Class AlphabetConverter

java.lang.Object
org.apache.commons.text.AlphabetConverter

public final class AlphabetConverter
extends Object

Convert from one alphabet to another, with the possibility of leaving certain characters unencoded.

The target and do not encode languages must be in the Unicode BMP, but the source language does not.

The encoding will all be of a fixed length, except for the 'do not encode' chars, which will be of length 1

Sample usage

 Character[] originals;   // a, b, c, d
 Character[] encoding;    // 0, 1, d
 Character[] doNotEncode; // d

 AlphabetConverter ac = AlphabetConverter.createConverterFromChars(originals,
 encoding, doNotEncode);

 ac.encode("a");    // 00
 ac.encode("b");    // 01
 ac.encode("c");    // 0d
 ac.encode("d");    // d
 ac.encode("abcd"); // 00010dd
 

#ThreadSafe# AlphabetConverter class methods are thread-safe as they do not change internal state.

Since:
1.0
  • Method Details

    • encode

      public String encode​(String original) throws UnsupportedEncodingException
      Encode a given string.
      Parameters:
      original - the string to be encoded
      Returns:
      The encoded string, null if the given string is null
      Throws:
      UnsupportedEncodingException - if chars that are not supported are encountered
    • decode

      public String decode​(String encoded) throws UnsupportedEncodingException
      Decode a given string.
      Parameters:
      encoded - a string that has been encoded using this AlphabetConverter
      Returns:
      The decoded string, null if the given string is null
      Throws:
      UnsupportedEncodingException - if unexpected characters that cannot be handled are encountered
    • getEncodedCharLength

      public int getEncodedCharLength()
      Get the length of characters in the encoded alphabet that are necessary for each character in the original alphabet.
      Returns:
      The length of the encoded char
    • getOriginalToEncoded

      public Map<Integer,​String> getOriginalToEncoded()
      Get the mapping from integer code point of source language to encoded string.
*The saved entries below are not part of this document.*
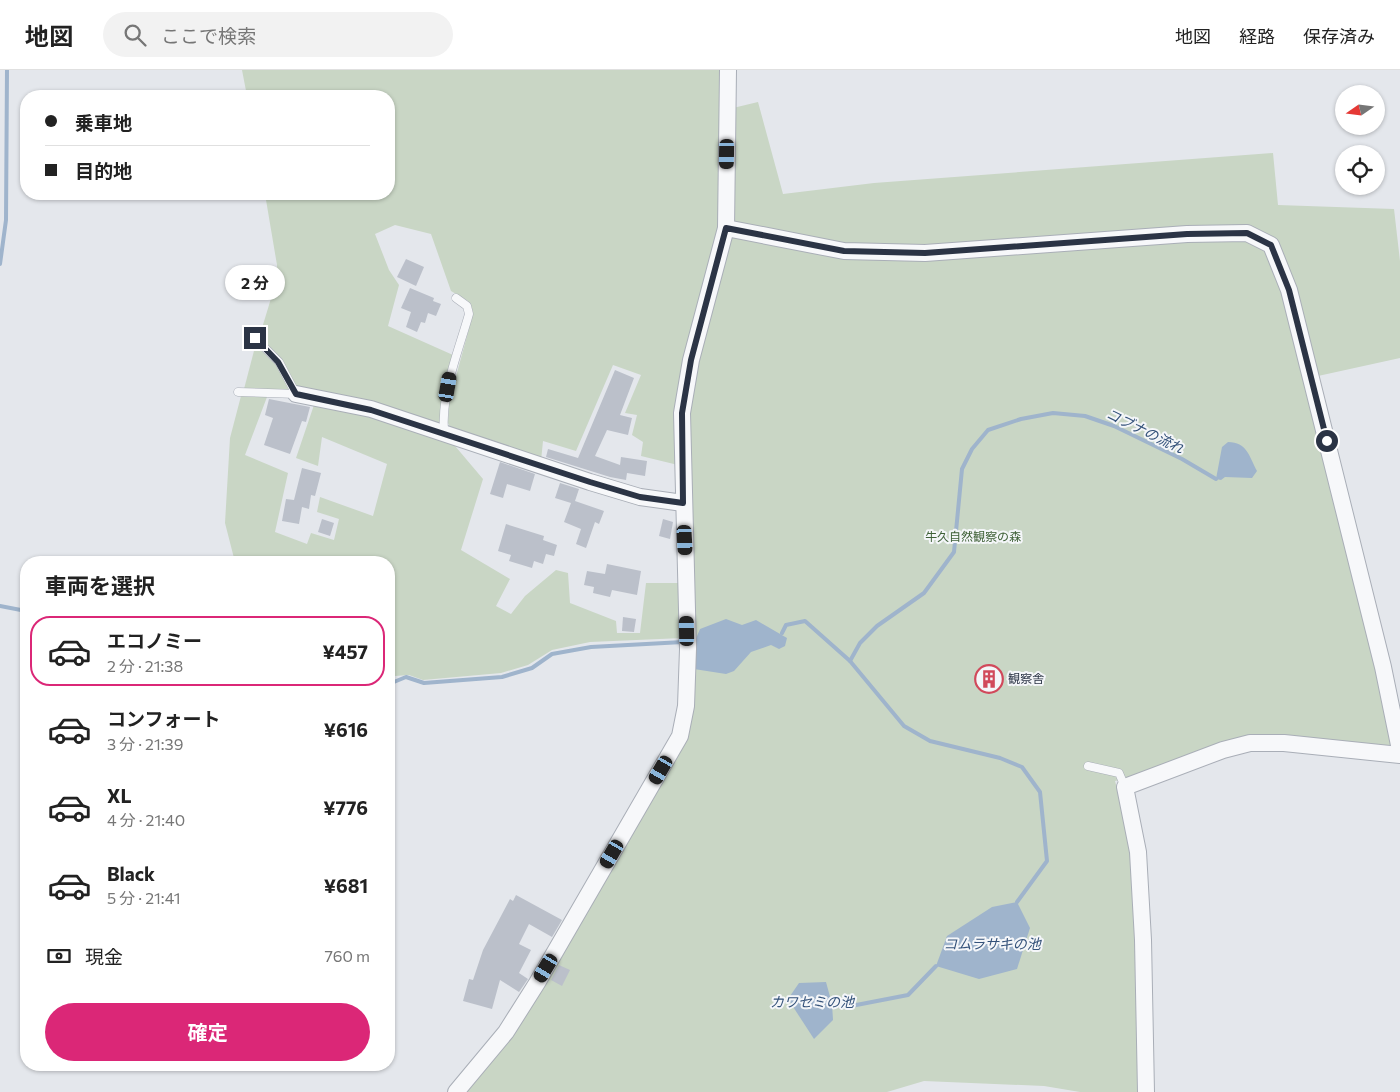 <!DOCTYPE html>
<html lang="ja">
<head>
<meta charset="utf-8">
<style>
	:root { --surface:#fff; --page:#f2f2f2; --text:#222; --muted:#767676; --line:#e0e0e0; --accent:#db2777 }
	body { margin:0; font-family:Commissioner,"Noto Sans JP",sans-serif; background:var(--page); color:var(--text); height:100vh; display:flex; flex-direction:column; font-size:19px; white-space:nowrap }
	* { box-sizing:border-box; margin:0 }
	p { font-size:16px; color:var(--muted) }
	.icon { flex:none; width:28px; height:28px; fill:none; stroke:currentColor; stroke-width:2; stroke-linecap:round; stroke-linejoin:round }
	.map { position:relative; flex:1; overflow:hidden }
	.sheet { position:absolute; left:20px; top:486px; width:375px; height:515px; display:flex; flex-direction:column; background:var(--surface); border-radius:20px; box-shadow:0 1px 4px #0004 }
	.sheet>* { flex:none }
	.hud { position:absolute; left:20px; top:20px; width:375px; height:110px; border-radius:20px; box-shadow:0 1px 4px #0004; display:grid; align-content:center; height:110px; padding:0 25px; background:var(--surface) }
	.needle { width:32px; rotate:256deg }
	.fabs { position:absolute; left:1335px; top:15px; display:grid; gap:10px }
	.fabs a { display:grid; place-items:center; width:50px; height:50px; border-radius:50%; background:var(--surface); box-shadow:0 1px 4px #0004; font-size:25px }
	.end { position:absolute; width:22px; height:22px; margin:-11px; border:6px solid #2b3445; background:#fff; box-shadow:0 0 0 2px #fff }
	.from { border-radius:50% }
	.bubble { position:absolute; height:35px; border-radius:18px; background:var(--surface); box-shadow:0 1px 4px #0004; font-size:16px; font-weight:700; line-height:35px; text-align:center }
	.car { position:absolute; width:15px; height:30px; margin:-15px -8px; border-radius:6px; box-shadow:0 0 4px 1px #0007; background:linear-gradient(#222 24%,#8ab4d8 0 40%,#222 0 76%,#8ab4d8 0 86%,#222 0) }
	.hud b { display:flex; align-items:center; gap:18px; height:48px; font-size:19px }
	.hud b+b { border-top:1px solid var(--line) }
	.hud i { width:12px; height:12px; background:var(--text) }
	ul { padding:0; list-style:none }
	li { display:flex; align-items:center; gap:15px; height:70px; margin:0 10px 8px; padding:0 15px; border:2px solid transparent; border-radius:20px }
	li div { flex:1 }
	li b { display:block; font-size:19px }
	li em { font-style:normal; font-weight:700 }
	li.current { border-color:var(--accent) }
	li>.icon { width:45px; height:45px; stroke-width:1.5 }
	h2 { padding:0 25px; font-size:22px; line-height:60px }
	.pay { display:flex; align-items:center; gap:12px; height:55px; padding:0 25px; font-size:19px }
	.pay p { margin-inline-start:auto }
	.cta { display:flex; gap:10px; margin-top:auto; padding:10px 25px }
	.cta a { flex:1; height:58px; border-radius:30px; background:var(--accent); color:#fff; font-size:20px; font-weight:700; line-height:58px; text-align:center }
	header { display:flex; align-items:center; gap:30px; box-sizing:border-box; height:70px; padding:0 25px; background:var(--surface); border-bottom:1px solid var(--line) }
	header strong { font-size:24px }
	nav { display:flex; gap:28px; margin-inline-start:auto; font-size:18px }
	.search { width:350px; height:45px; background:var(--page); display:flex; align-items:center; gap:12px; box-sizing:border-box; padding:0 18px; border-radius:28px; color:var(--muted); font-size:19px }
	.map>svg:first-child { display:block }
	.green { fill:#c9d6c5 }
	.water { fill:#9fb4cc }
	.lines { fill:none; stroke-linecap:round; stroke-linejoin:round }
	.stream { stroke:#9fb4cc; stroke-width:4 }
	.building { fill:#bbc0ca }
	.service-casing { stroke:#a9aeb7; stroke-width:9 }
	.minor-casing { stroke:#a9aeb7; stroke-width:18 }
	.service { stroke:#f7f8fa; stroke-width:8 }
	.minor { stroke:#f7f8fa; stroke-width:16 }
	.route { stroke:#2b3445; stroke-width:6 }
	.labels { text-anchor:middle; stroke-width:4; stroke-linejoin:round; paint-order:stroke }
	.park-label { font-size:12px; fill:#3f6138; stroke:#f4f6f9 }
	.poi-label { font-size:12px; fill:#2b3445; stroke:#f4f6f9; text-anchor:start }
	.water-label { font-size:14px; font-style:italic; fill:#34527a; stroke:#f4f6f9 }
</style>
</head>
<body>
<header>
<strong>地図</strong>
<div class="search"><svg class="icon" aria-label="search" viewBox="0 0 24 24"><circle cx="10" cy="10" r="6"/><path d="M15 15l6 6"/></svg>ここで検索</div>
<nav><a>地図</a><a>経路</a><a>保存済み</a></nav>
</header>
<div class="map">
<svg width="1400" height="1022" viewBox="0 0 1400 1022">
	<rect width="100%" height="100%" fill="#e4e7ec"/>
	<g class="green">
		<path d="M242,0H722L719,164L678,395L641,386L643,372L632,365L637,345L625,343L641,305L613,295L576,381L543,371L541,391L453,363L448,353L449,332L473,244L468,231L451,221L431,164L395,155L375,164L389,200L399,215L388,256L453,285L440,342V356L296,317L278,287L264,271L262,258L276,212L277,195L265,124H389V26H247Z"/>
		<path d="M758,32L783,124L874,113L1273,83L1278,135L1394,139L1400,191V288L1318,306L1277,175L1261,161L1239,155L917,178L844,176L739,158L732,150L733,38Z"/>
		<path d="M736,165L838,186L1243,166L1265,176L1284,227L1395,677L1294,669L1115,711L1127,753L1134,810L1140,1022H1080L1044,1016L924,1011L887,1022H465L685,670L689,347L696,294L729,169Z"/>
		<path d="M255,277H260L275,292L289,320L244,319Z"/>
		<path d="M241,326L267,327L245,385L288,403L275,462L307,474L311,463L334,470L339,449L317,442L320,427L373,446L387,394L322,367L318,396L296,388L315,332L339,336L450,370L483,409L461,480L510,509L496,536L511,544L525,526L556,500L568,503L570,533L616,551L617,563H640L646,513H683V568L590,572L552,580L528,595L501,603L423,610L409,605L395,606L389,603V492H235L225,453L230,368Z"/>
	</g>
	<g class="water">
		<path d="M1228,372C1247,372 1249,386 1257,401L1252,408L1225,407L1221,410L1216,409L1222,377Z"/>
		<path d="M726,549L742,555L756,550L787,568L785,576L779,579L771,575L751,582L734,601L726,604L694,599L695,571L700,559Z"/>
		<path d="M1017,832L1030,858L1017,899L979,909L936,896L947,866L992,837Z"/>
		<path d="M826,912L832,934L833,950L814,969L788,929L799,913Z"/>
	</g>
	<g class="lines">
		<g class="stream">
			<path d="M0,194L6,150L7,0"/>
			<path d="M0,536L26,541"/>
			<path d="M782,563L786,555L805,551L850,591L904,656L930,671L1000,688L1022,697L1040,722L1047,791L1017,832"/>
			<path d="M850,591L860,573L877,556L924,523L954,482L962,399L972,379L988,360L1021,349L1053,343L1085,346L1114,356L1182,389L1216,409"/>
			<path d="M389,614L406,607L424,613L502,607L532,598L552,584L591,577L683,572"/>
			<path d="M832,934L846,937L908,925L936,896"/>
		</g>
	</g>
	<g class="building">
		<path d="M406,189L424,197L416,216L397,207Z"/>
		<path d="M410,218L434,228L433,231L441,234L436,246L428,243L425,253L421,252L417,262L406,257L411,242L401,238Z"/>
		<path d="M615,300L634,308L620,345L632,348L628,365L607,360L595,386L620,395L621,387L647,391L645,406L627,403L626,410L610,407L546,387L548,379L578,388Z"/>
		<path d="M269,329L310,337L306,352L302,351L290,384L264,375L273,348L265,345Z"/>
		<path d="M500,392L535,404L530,421L507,414L503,428L490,424Z"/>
		<path d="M302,398L321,403L315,426L311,425L309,439L302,437L299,454L282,451L286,429L294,430Z"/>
		<path d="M560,413L579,419L575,431L604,441L599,454L595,452L586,478L576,474L581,459L564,452L571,433L555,428Z"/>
		<path d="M322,449L334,453L330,466L318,462Z"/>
		<path d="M663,449L673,452L670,469L659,466Z"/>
		<path d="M506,454L544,466L543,470L557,475L554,486L546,484L543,494L534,491L532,498L509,491L511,485L498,481Z"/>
		<path d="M607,494L641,501L637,525L612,520L610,527L593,523L594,517L584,515L587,501L605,504Z"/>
		<path d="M623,547L636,549L634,562L622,561Z"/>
		<path d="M995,595L1000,619L984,623L978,599Z"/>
		<path d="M516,825L562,850L552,867L529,854L519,874L531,880L519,903L528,909L519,922L500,910L492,939L463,931L469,909L473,910L483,880L510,829L513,831Z"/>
		<path d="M559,895L570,900L562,916L551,910Z"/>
	</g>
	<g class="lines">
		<defs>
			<g id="service">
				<path d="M255,268L279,292L296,324"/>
				<path d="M238,322L296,324"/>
				<path d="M444,363C441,322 458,283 469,244L467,236L456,228"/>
				<path d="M1088,696L1119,703L1125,717"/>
			</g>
			<g id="minor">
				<path d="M726,158L844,181L925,183L1187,164L1247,163L1271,175L1289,220L1383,597L1400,680"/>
				<path d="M296,324L371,339L590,412L640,427L683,433"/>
				<path d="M456,1022L506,962L537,913L680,666L686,636L688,579L682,343L691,290L726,158L728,0"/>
				<path d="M1146,1022L1143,870L1138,782L1125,717L1223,680L1250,673H1284L1400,685"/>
			</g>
		</defs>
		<use href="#service" class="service-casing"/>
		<use href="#minor" class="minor-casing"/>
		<use href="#service" class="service"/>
		<use href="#minor" class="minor"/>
	</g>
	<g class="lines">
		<path class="route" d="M255,268L278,292L296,324L371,340L590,412L640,427L683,433L682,343L691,290L726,158L844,181L925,183L1187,164L1247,163L1271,175L1289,220L1327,371"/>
	</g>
	<defs>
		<symbol id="building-ring" viewBox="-11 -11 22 22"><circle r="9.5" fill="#f4f6f9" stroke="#d1495b" stroke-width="1.5"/><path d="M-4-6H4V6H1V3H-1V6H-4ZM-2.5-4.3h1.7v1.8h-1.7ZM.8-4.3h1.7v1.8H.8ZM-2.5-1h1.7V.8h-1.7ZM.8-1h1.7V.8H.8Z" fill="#d1495b"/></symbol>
	</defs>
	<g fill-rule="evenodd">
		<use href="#building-ring" x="973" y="593" width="32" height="32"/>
	</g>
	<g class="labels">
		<g class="park-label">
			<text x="973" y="471">牛久自然観察の森</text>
		</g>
		<g class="poi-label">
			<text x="1008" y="613">観察舎</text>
		</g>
		<g class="water-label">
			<text transform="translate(1145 361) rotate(26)" y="5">コブナの流れ</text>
			<text x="992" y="879">コムラサキの池</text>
			<text x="812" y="937">カワセミの池</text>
		</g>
	</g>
</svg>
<div class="fabs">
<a><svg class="needle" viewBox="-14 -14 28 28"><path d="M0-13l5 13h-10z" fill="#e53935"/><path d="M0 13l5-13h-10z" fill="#767676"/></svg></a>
<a><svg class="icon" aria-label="locate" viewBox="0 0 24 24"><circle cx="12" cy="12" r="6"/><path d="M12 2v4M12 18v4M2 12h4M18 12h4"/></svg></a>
</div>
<i class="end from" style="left:1327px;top:371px"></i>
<i class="end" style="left:255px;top:268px"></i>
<div class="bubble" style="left:225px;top:195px;width:60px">2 分</div>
<i class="car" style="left:727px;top:84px;rotate:181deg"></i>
<i class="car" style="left:448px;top:317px;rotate:10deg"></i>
<i class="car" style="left:685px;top:470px;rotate:177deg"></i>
<i class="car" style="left:687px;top:561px;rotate:359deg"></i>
<i class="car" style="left:661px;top:700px;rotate:210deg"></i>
<i class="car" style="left:612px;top:784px;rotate:210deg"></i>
<i class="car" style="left:546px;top:898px;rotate:211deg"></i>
<div class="hud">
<b><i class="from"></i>乗車地</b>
<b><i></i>目的地</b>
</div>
<section class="sheet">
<h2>車両を選択</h2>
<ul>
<li class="current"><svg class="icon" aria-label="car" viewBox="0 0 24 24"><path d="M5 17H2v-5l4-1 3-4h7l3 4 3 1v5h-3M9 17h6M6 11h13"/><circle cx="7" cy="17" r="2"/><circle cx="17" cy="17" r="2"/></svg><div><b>エコノミー</b><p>2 分 · 21:38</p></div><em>¥457</em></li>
<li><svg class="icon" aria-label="car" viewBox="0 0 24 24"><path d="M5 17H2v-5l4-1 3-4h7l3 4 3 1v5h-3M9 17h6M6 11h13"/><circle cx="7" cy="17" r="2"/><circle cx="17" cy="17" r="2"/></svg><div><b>コンフォート</b><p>3 分 · 21:39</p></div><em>¥616</em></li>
<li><svg class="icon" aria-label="car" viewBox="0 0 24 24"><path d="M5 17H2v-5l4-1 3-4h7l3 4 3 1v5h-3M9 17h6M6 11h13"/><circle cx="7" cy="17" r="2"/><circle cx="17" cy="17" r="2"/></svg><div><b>XL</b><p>4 分 · 21:40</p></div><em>¥776</em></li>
<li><svg class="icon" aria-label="car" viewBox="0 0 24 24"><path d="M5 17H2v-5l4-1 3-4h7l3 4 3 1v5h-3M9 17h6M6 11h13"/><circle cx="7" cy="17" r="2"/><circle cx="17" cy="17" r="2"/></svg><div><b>Black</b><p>5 分 · 21:41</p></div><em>¥681</em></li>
</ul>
<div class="pay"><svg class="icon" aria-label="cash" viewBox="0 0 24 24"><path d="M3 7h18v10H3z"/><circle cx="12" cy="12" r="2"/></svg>現金<p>760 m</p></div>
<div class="cta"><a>確定</a></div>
</section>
</div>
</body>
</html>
Use to reconstruct converter from serialized map.
      Returns:
      The original map
    • toString

      public String toString()
      Overrides:
      toString in class Object
    • equals

      public boolean equals​(Object obj)
      Overrides:
      equals in class Object
    • hashCode

      public int hashCode()
      Overrides:
      hashCode in class Object
    • createConverterFromMap

      public static AlphabetConverter createConverterFromMap​(Map<Integer,​String> originalToEncoded)
      Create a new converter from a map.
      Parameters:
      originalToEncoded - a map returned from getOriginalToEncoded()
      Returns:
      The reconstructed AlphabetConverter
      See Also:
      getOriginalToEncoded()
    • createConverterFromChars

      public static AlphabetConverter createConverterFromChars​(Character[] original, Character[] encoding, Character[] doNotEncode)
      Create an alphabet converter, for converting from the original alphabet, to the encoded alphabet, while leaving the characters in doNotEncode as they are (if possible).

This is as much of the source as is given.